**TASK OBJECTIVE**
The word "Meridian": say how many lines of the data below contain it, and give the number alone.

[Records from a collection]
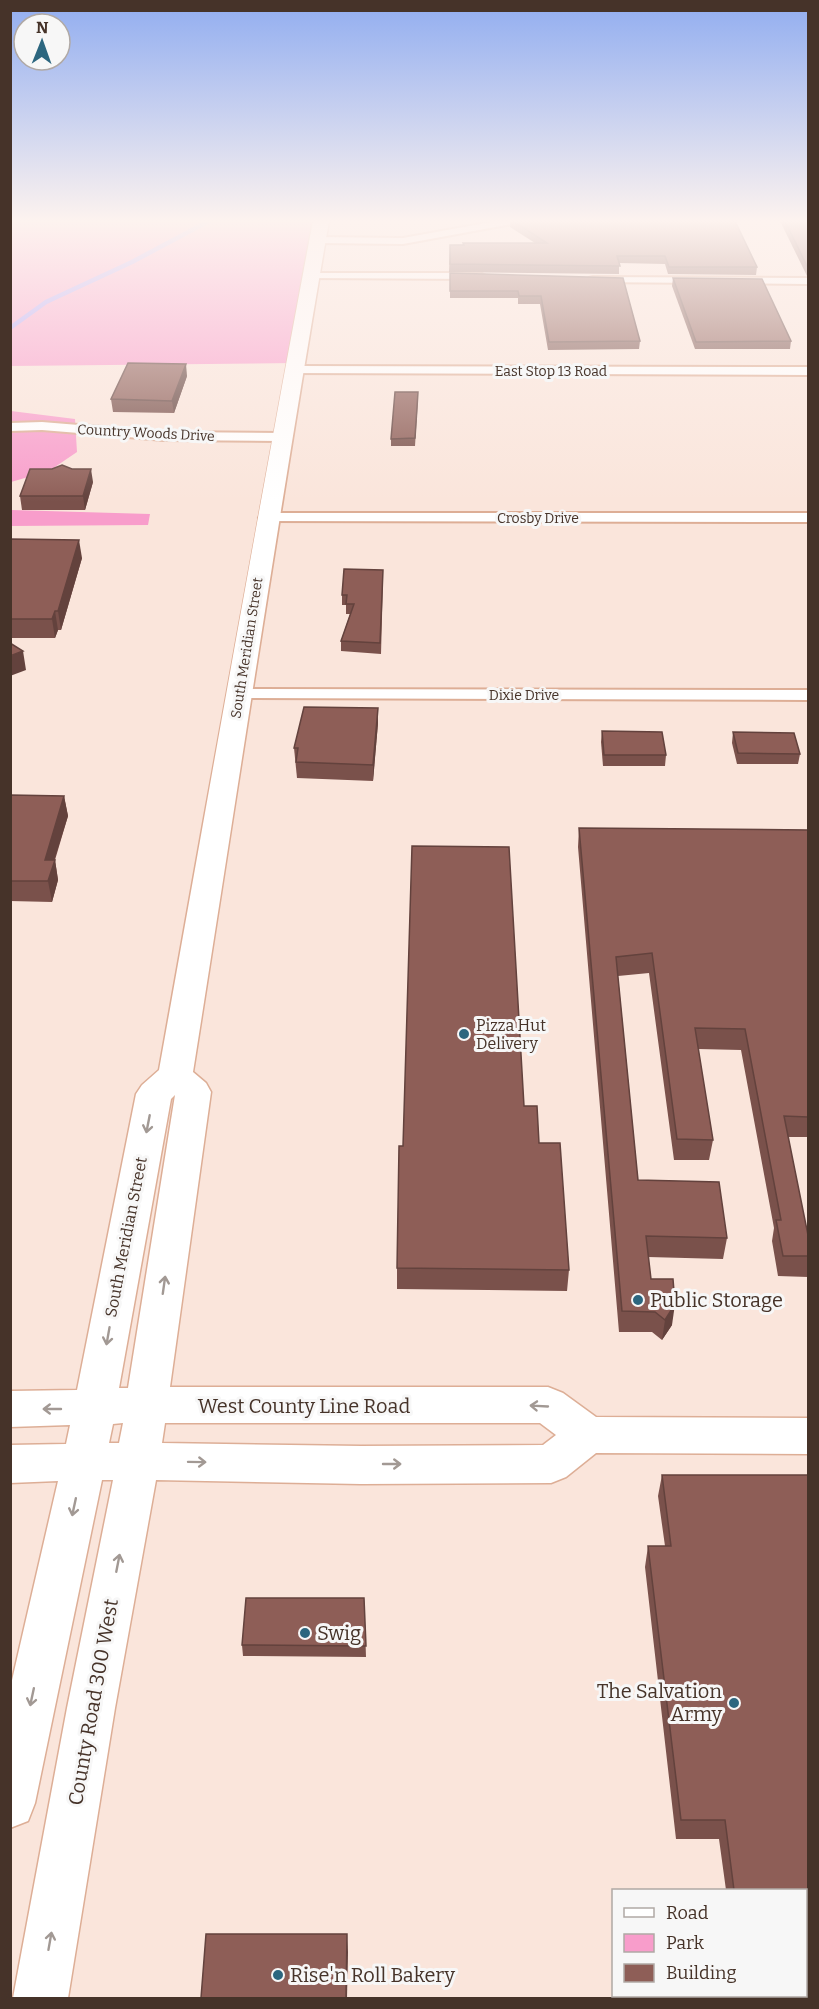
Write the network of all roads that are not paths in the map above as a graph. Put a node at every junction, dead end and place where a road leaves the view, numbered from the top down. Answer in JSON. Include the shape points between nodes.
{"nodes":[{"id":1,"x":303,"y":315,"type":"edge"},
{"id":2,"x":294,"y":370,"type":"junction"},
{"id":3,"x":808,"y":371,"type":"edge"},
{"id":4,"x":10,"y":427,"type":"edge"},
{"id":5,"x":281,"y":436,"type":"junction"},
{"id":6,"x":267,"y":518,"type":"junction"},
{"id":7,"x":808,"y":518,"type":"edge"},
{"id":8,"x":240,"y":694,"type":"junction"},
{"id":9,"x":808,"y":695,"type":"edge"},
{"id":10,"x":175,"y":1076,"type":"junction"},
{"id":11,"x":147,"y":1405,"type":"junction"},
{"id":12,"x":94,"y":1408,"type":"junction"},
{"id":13,"x":10,"y":1409,"type":"edge"},
{"id":14,"x":588,"y":1435,"type":"junction"},
{"id":15,"x":808,"y":1436,"type":"edge"},
{"id":16,"x":138,"y":1461,"type":"junction"},
{"id":17,"x":84,"y":1462,"type":"junction"},
{"id":18,"x":10,"y":1464,"type":"edge"},
{"id":19,"x":10,"y":1803,"type":"edge"},
{"id":20,"x":40,"y":1998,"type":"edge"}],
"edges":[{"from":1,"to":2,"type":"main road","name":"South Meridian Street"},
{"from":2,"to":3,"type":"street","name":"East Stop 13 Road"},
{"from":2,"to":5,"type":"main road","name":"South Meridian Street"},
{"from":4,"to":5,"type":"street","name":"Country Woods Drive","via":[[164,436]]},
{"from":5,"to":6,"type":"main road","name":"South Meridian Street"},
{"from":6,"to":7,"type":"street","name":"Crosby Drive"},
{"from":6,"to":8,"type":"main road","name":"South Meridian Street"},
{"from":8,"to":9,"type":"street","name":"Dixie Drive"},
{"from":8,"to":10,"type":"main road","name":"South Meridian Street"},
{"from":11,"to":10,"type":"main road","one_way":true,"via":[[194,1092]]},
{"from":10,"to":12,"type":"main road","name":"South Meridian Street","one_way":true,"via":[[154,1094]]},
{"from":11,"to":12,"type":"main road","name":"West County Line Road"},
{"from":14,"to":11,"type":"main road","name":"West County Line Road","one_way":true,"via":[[548,1405]]},
{"from":11,"to":16,"type":"main road","name":"County Road 300 West"},
{"from":12,"to":13,"type":"main road","name":"West County Line Road","one_way":true},
{"from":12,"to":17,"type":"main road"},
{"from":14,"to":15,"type":"main road"},
{"from":16,"to":14,"type":"main road","one_way":true,"via":[[551,1464]]},
{"from":16,"to":17,"type":"main road"},
{"from":20,"to":16,"type":"main road","name":"County Road 300 West","one_way":true},
{"from":17,"to":18,"type":"main road"},
{"from":17,"to":19,"type":"main road","one_way":true}]}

**ANSWER TO THE EXERCISE**
6